** Task goal **
The copy has to match the data exactly and leave out every picture.

________________________________________

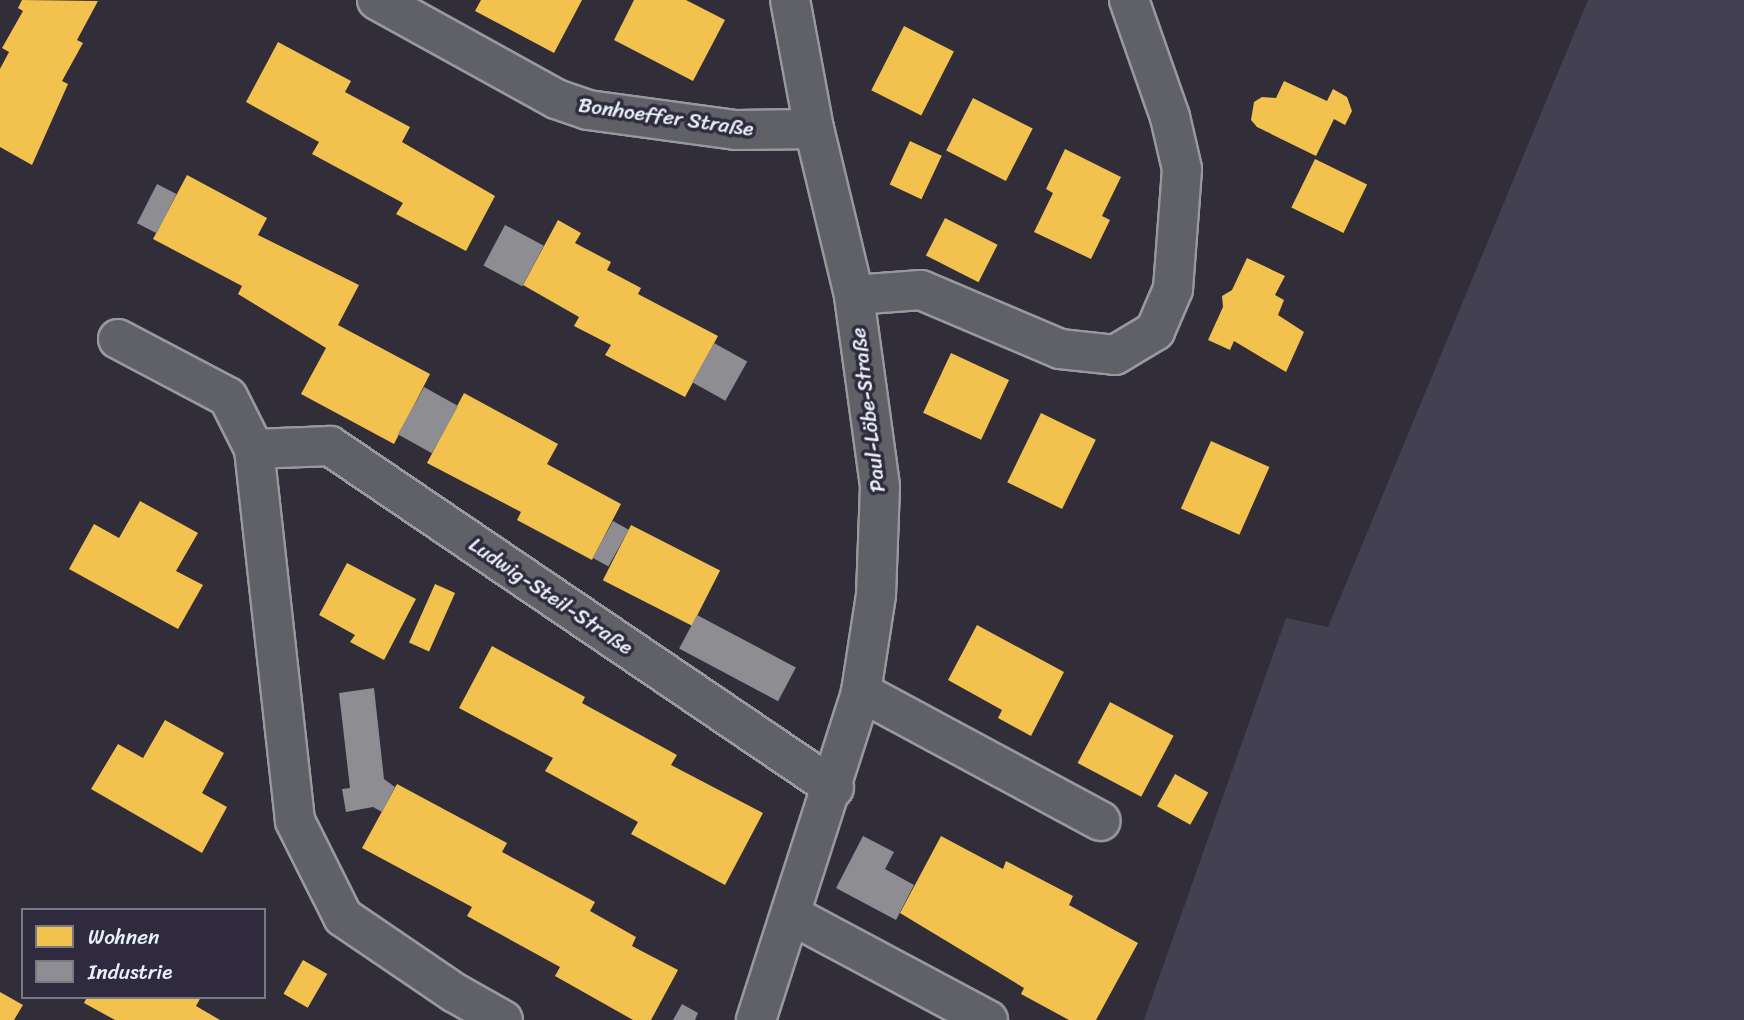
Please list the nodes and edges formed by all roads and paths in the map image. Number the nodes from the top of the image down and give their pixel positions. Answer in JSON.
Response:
{"nodes":[{"id":1,"x":377,"y":0,"type":"edge"},
{"id":2,"x":790,"y":0,"type":"edge"},
{"id":3,"x":1129,"y":0,"type":"edge"},
{"id":4,"x":814,"y":129,"type":"junction"},
{"id":5,"x":854,"y":295,"type":"junction"},
{"id":6,"x":118,"y":339,"type":"dead end"},
{"id":7,"x":254,"y":449,"type":"junction"},
{"id":8,"x":862,"y":692,"type":"junction"},
{"id":9,"x":834,"y":788,"type":"junction"},
{"id":10,"x":1101,"y":821,"type":"dead end"},
{"id":11,"x":793,"y":916,"type":"junction"},
{"id":12,"x":503,"y":1020,"type":"edge"},
{"id":13,"x":756,"y":1020,"type":"edge"},
{"id":14,"x":988,"y":1020,"type":"edge"}],
"edges":[{"from":1,"to":4,"type":"street","name":"Bonhoeffer Straße"},
{"from":2,"to":4,"type":"street","name":"Paul-Löbe-Straße"},
{"from":3,"to":5,"type":"street"},
{"from":4,"to":5,"type":"street","name":"Paul-Löbe-Straße"},
{"from":5,"to":8,"type":"street","name":"Paul-Löbe-Straße"},
{"from":6,"to":7,"type":"street"},
{"from":7,"to":9,"type":"street","name":"Ludwig-Steil-Straße"},
{"from":7,"to":12,"type":"street"},
{"from":8,"to":9,"type":"street","name":"Paul-Löbe-Straße"},
{"from":8,"to":10,"type":"street"},
{"from":9,"to":11,"type":"street","name":"Paul-Löbe-Straße"},
{"from":11,"to":13,"type":"street","name":"Paul-Löbe-Straße"},
{"from":11,"to":14,"type":"street"}]}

________________________________________

** Solved exercise **
Please list the nodes and edges formed by all roads and paths in the map image. Number the nodes from the top of the image down and give their pixel positions. Answer in JSON.
Response:
{"nodes":[{"id":1,"x":377,"y":0,"type":"edge"},
{"id":2,"x":790,"y":0,"type":"edge"},
{"id":3,"x":1129,"y":0,"type":"edge"},
{"id":4,"x":814,"y":129,"type":"junction"},
{"id":5,"x":854,"y":295,"type":"junction"},
{"id":6,"x":118,"y":339,"type":"dead end"},
{"id":7,"x":254,"y":449,"type":"junction"},
{"id":8,"x":862,"y":692,"type":"junction"},
{"id":9,"x":834,"y":788,"type":"junction"},
{"id":10,"x":1101,"y":821,"type":"dead end"},
{"id":11,"x":793,"y":916,"type":"junction"},
{"id":12,"x":503,"y":1020,"type":"edge"},
{"id":13,"x":756,"y":1020,"type":"edge"},
{"id":14,"x":988,"y":1020,"type":"edge"}],
"edges":[{"from":1,"to":4,"type":"street","name":"Bonhoeffer Straße"},
{"from":2,"to":4,"type":"street","name":"Paul-Löbe-Straße"},
{"from":3,"to":5,"type":"street"},
{"from":4,"to":5,"type":"street","name":"Paul-Löbe-Straße"},
{"from":5,"to":8,"type":"street","name":"Paul-Löbe-Straße"},
{"from":6,"to":7,"type":"street"},
{"from":7,"to":9,"type":"street","name":"Ludwig-Steil-Straße"},
{"from":7,"to":12,"type":"street"},
{"from":8,"to":9,"type":"street","name":"Paul-Löbe-Straße"},
{"from":8,"to":10,"type":"street"},
{"from":9,"to":11,"type":"street","name":"Paul-Löbe-Straße"},
{"from":11,"to":13,"type":"street","name":"Paul-Löbe-Straße"},
{"from":11,"to":14,"type":"street"}]}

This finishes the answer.